Dedicated to all the men and women, friends and followers of the Lehigh Valley Railroad's Auburn Branch. The project relies heavily on records, photographs, and actual history from Weedsport, Cayuga County, New York. Several primary resources, including the late Herb Trice, were instrumental in my uncovering the history regarding LV operations between Auburn and Weedsport. The timeframe is the late 1940's.
It was decided that Weedsport would be the first to be built for several reasons, notwithstanding that any construction had to be mobile, primarily for the simplicity of the track arrangement, and secondly because it afforded some unique modeling opportunities. It also fit into an overall scheme of ultimately having a point-to-point layout with actual interchanges at each end: New York Central in N. Weedsport, West Shore on the south side of town, and NYC and LV in Auburn.

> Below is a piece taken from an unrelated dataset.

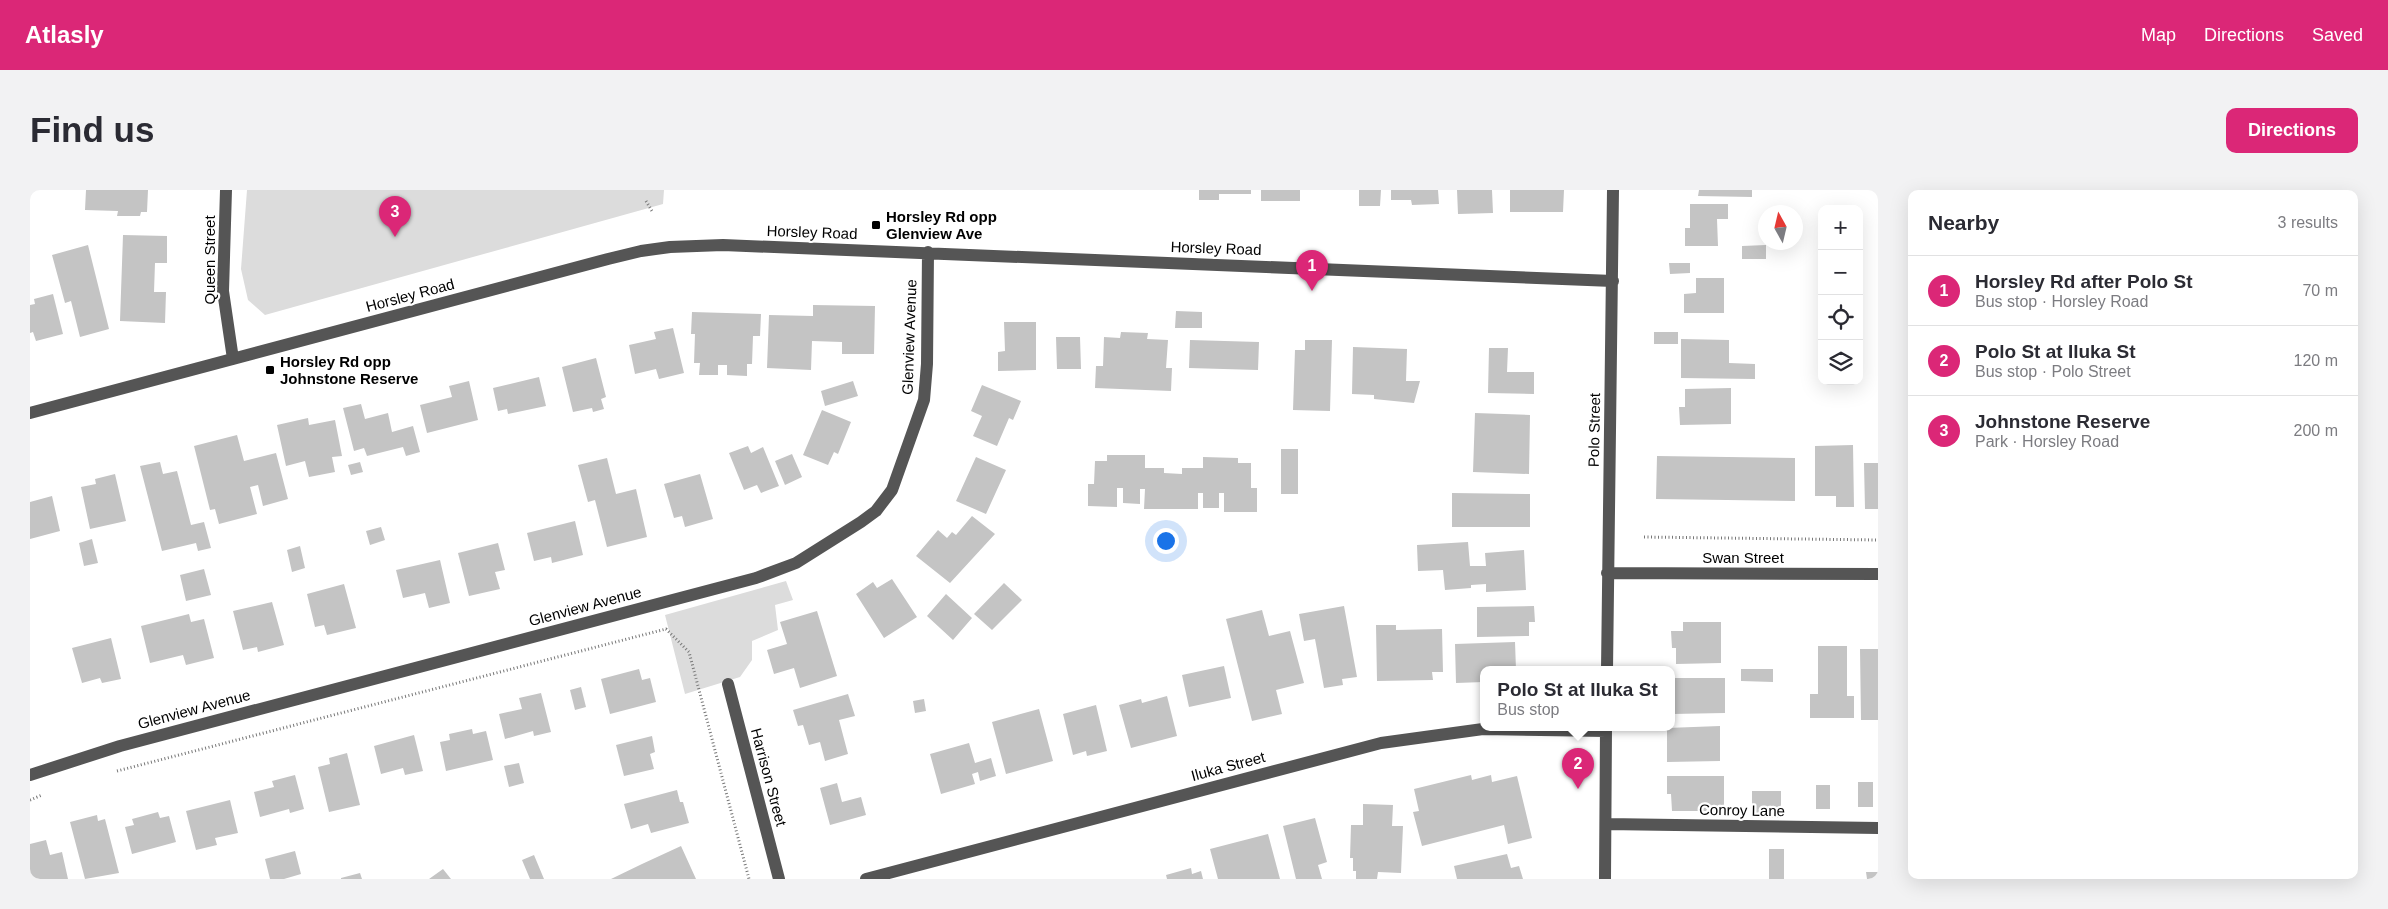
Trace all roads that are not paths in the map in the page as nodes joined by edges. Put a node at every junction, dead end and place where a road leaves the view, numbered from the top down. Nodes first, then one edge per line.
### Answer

The northern and southernmost interchanges would be set up as staging yards. Each six-foot section of the layout would be portable, at least for now. Several different plans have been drawn up to fit into room configurations, all within a reasonable amount of floor space.

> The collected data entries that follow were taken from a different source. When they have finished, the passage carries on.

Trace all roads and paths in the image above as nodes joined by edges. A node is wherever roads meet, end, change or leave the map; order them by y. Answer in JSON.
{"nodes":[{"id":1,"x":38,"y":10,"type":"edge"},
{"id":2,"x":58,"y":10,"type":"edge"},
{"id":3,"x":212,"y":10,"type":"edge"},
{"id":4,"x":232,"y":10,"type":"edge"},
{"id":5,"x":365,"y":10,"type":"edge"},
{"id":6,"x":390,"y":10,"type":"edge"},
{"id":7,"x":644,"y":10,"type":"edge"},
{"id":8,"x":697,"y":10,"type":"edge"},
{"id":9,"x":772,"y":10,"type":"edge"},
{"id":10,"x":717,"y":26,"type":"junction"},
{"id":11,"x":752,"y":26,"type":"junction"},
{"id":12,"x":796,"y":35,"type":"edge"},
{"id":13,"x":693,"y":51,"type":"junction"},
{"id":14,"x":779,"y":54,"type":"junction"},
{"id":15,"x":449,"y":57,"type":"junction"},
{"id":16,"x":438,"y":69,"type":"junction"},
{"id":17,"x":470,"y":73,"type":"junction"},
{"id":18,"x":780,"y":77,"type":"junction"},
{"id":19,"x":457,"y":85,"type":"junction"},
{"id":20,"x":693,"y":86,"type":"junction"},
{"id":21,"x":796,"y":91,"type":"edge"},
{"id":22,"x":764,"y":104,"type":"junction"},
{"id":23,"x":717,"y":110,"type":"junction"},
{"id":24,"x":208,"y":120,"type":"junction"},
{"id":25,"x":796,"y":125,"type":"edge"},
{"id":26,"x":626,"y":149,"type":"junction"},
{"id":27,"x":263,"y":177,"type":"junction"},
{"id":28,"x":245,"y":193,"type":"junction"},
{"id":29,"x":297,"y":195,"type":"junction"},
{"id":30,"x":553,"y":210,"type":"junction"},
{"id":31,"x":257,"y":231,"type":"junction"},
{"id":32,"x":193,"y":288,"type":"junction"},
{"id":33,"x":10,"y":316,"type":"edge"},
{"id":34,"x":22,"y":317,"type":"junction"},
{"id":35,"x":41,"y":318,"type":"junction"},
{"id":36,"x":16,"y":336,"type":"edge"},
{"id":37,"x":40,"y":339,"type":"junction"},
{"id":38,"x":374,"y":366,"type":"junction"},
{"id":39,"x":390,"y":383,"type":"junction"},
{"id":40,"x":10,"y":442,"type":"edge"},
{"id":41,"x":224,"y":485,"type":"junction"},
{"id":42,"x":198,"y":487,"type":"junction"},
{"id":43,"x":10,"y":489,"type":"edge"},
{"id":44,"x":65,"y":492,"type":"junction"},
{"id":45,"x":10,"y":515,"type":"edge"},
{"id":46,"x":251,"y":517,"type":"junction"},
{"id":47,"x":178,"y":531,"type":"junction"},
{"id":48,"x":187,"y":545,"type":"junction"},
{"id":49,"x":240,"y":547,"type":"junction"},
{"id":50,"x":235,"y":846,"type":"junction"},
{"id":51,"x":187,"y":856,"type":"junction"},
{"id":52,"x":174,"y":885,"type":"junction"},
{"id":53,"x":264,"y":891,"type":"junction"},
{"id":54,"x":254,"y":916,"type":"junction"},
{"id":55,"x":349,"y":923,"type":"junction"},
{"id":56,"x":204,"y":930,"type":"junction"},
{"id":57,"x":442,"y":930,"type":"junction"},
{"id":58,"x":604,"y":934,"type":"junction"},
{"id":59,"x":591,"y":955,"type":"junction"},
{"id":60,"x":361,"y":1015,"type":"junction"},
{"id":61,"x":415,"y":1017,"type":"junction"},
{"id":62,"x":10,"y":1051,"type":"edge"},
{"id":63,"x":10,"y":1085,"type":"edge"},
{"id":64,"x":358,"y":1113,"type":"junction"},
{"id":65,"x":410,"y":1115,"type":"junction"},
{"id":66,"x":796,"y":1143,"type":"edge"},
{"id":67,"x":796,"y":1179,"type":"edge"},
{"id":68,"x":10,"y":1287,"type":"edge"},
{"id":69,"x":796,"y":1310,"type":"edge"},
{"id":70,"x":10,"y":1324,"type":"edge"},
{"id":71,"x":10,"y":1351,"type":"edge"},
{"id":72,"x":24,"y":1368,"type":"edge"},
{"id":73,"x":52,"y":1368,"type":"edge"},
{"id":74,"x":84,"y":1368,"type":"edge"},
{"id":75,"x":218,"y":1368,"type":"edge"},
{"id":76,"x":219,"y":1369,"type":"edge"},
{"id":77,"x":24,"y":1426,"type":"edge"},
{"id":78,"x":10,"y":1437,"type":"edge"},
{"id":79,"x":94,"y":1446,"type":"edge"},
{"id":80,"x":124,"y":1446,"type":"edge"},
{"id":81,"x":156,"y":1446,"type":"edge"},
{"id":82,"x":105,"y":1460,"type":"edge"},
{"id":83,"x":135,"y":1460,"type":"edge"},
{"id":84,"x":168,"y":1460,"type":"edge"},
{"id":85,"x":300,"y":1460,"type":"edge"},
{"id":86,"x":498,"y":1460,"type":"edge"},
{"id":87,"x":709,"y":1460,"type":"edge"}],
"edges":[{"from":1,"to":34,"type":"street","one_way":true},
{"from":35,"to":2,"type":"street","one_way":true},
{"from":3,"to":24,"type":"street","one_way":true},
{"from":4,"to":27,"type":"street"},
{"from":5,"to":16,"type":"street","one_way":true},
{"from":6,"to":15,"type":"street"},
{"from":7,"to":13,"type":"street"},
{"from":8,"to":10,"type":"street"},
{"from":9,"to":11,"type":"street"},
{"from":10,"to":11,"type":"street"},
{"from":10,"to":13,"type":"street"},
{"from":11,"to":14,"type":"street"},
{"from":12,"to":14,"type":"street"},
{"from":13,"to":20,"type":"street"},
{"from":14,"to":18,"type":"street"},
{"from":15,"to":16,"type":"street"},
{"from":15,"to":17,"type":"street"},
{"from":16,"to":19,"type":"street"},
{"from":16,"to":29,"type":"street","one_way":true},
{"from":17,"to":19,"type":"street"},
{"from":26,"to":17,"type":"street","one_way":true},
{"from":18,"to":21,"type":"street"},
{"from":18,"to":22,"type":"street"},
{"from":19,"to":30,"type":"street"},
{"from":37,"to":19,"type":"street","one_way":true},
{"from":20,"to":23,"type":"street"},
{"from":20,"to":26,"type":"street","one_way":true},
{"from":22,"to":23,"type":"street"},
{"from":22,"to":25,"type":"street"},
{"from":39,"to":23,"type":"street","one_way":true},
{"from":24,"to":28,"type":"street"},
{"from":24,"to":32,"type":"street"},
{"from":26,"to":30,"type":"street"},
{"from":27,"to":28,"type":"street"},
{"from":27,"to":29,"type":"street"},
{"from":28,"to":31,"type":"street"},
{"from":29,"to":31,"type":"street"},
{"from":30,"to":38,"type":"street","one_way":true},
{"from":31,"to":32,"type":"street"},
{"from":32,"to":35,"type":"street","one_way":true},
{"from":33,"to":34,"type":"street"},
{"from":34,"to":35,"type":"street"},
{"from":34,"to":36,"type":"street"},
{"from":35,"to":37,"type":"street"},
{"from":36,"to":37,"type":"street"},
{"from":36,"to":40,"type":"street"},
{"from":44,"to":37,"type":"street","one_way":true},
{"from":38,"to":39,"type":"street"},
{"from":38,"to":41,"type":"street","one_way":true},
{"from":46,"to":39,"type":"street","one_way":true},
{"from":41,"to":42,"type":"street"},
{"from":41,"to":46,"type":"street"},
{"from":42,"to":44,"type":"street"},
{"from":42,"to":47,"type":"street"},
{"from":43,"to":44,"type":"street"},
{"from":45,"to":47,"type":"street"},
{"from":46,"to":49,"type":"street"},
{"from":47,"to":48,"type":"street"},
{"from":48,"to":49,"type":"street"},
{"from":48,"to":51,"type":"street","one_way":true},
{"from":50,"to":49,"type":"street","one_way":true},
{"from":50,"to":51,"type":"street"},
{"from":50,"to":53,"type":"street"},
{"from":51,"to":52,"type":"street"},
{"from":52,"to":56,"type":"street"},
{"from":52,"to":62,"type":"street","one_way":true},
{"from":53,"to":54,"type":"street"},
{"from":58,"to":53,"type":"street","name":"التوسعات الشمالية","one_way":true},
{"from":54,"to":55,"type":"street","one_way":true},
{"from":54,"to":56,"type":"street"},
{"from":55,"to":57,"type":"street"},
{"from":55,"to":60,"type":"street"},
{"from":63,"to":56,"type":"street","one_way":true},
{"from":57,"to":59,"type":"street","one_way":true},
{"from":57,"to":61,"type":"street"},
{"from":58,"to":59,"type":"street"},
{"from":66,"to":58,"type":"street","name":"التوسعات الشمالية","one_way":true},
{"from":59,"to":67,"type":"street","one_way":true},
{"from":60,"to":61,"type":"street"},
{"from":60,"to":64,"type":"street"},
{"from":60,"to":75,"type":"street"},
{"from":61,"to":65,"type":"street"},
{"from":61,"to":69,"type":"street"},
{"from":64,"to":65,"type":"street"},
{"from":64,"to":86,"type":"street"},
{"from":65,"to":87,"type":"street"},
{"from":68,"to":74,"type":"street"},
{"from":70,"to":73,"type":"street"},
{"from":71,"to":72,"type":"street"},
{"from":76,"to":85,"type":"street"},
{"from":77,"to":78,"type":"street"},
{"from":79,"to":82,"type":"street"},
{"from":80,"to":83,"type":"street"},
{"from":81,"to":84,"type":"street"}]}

Some measure of imagineering and modeler’s license has been necessary simply because there are some areas that remain unknown to me, especially visually. Mr. Trice shared the track diagrams that he had of Weedsport and Auburn, but I only have the north end of Weedsport. They are quite detailed, so I’ve been able to get dimensions and other information. However, only a few pictures of the businesses or the right-of-way back then, at least in Weedsport, have been recorded.

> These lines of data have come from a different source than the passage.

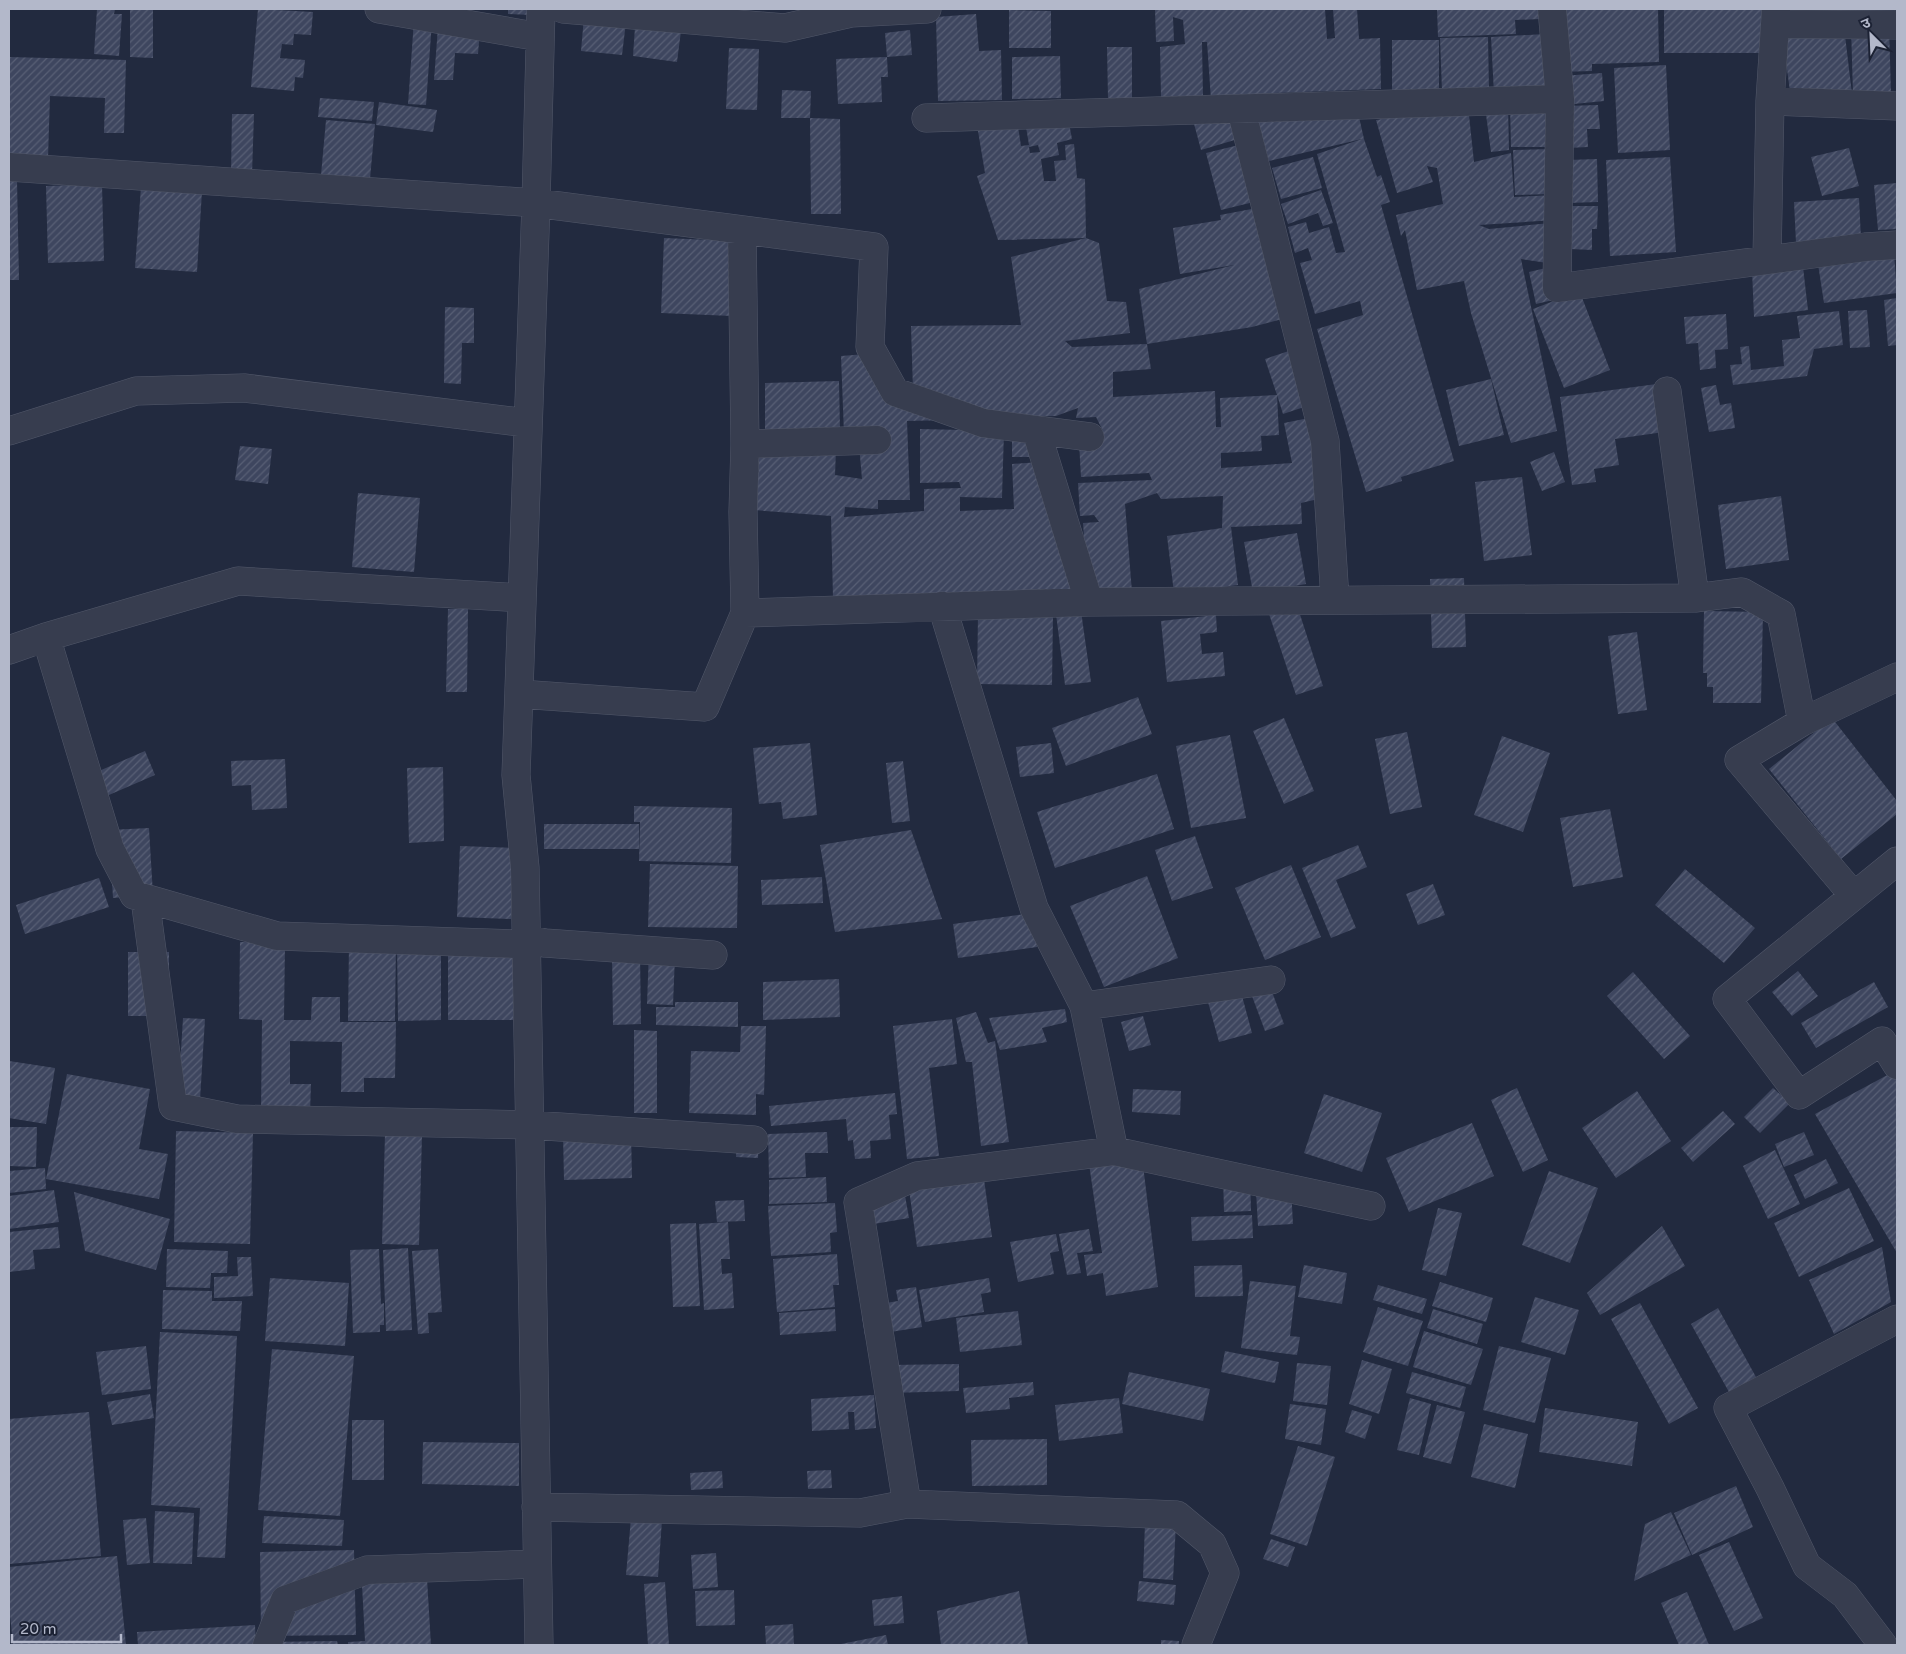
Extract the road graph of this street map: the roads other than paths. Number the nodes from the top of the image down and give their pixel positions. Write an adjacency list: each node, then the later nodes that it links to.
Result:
1 (379, 9): 8 (street)
2 (541, 9): 8 (street)
3 (563, 9): 4 (street)
4 (927, 9)
5 (1552, 9): 9 (street)
6 (1775, 17): 7 (street); 10 (street)
7 (1897, 25)
8 (540, 37): 15 (street)
9 (1560, 99): 12 (street); 18 (street)
10 (1770, 101): 11 (street); 18 (street)
11 (1897, 106)
12 (1241, 109): 13 (street); 28 (street)
13 (926, 118)
14 (9, 167): 15 (street)
15 (536, 203): 16 (street); 20 (street)
16 (742, 230): 21 (street); 25 (street)
17 (1897, 245): 18 (street)
18 (1767, 260)
19 (1667, 391): 27 (street)
20 (528, 423): 22 (street); 26 (street)
21 (1036, 430): 23 (street); 29 (street)
22 (9, 431)
23 (1090, 437)
24 (877, 440): 25 (street)
25 (745, 444): 31 (street)
26 (522, 598): 32 (street); 35 (street)
27 (1694, 598): 28 (street); 36 (street)
28 (1335, 600): 29 (street)
29 (1089, 602): 30 (street)
30 (942, 606): 31 (street); 43 (street)
31 (744, 613): 35 (street)
32 (46, 637): 33 (street); 39 (street)
33 (9, 650)
34 (1897, 677): 36 (street)
35 (519, 694): 40 (street)
36 (1802, 722): 38 (street)
37 (1897, 861): 38 (street)
38 (1854, 896): 44 (street)
39 (145, 899): 40 (street); 45 (street)
40 (526, 939): 41 (street); 45 (street)
41 (713, 955)
42 (1271, 980): 43 (street)
43 (1084, 1006): 47 (street)
44 (1897, 1065)
45 (530, 1126): 46 (street); 51 (street)
46 (754, 1140)
47 (1114, 1151): 48 (street); 50 (street)
48 (1371, 1206)
49 (1897, 1319): 56 (street)
50 (906, 1504): 51 (street); 55 (street)
51 (536, 1507): 52 (street)
52 (537, 1564): 53 (street); 54 (street)
53 (267, 1645)
54 (539, 1645)
55 (1196, 1645)
56 (1883, 1645)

One of my considerations had to be the era that I wanted to model. Had I been very true to the high point in terms of operation for this section of the LV, the choice would have been mid-1930’s. However, the decision was made to move ten years later to post-war 1940’s, and incorporate first generation diesels while keeping somewhat true to actual operations. Not the greatest of my concerns, as my real desire was to visually recreate the scene during that time, and yes, eventually, move some trains.